The Royal Canal Storehouse was a focal point for the Ballymahon area as goods transported from Dublin were deposited here waiting on collection by the traders of Ballymahon. This is an excellent opportunity to acquire this iconic building which subject to relevant planning permission could be transformed into a number of entities to include coffee shop, restaurant, museum etc.
Building of the Royal Canal began in 1789 in Spencer Dock in Dublin and was completed to Richmond Harbour in Clondra, Longford in 1817 at a total cost of £1,421,954 and with the purpose of transporting passengers and goods. From 1820 to 1830 over 40,000 passengers and 80,000 tons of cargo were carried annually. The coming of the railway saw a huge decline in passenger numbers and in 1880 tonnage had been reduced to 30,000. Transportation of goods continued until 1951 when the last by trader, James Leech of Killucan, ceased to operate.

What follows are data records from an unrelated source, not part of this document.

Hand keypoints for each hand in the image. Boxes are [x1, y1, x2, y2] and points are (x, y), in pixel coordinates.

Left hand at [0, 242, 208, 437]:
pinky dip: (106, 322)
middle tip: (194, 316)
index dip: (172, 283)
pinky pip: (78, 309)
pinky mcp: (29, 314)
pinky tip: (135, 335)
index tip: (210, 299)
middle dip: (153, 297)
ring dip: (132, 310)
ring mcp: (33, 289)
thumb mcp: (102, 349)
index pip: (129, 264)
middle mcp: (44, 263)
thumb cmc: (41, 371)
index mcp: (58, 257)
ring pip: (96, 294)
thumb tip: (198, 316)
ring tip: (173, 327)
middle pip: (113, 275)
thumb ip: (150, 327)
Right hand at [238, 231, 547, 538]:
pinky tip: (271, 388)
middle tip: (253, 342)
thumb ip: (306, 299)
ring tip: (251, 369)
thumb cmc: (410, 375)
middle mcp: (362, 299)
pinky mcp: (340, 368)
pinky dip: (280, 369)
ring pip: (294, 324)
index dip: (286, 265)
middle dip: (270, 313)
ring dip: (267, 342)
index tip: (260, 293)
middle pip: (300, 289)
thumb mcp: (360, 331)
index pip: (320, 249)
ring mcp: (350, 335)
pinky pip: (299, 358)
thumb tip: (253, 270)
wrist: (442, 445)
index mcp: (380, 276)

The canal was officially closed in 1961 and lay derelict until 1974 when the ‘Save The Royal Canal’ campaign began in Dublin, and the first branch of the Royal Canal Amenity Group was formed. Work on the restoration began in 1975 and was completed to the Shannon in 2010. The objective was to promote the waterway as an amenity for boating, fishing, canoeing, walking and cycling.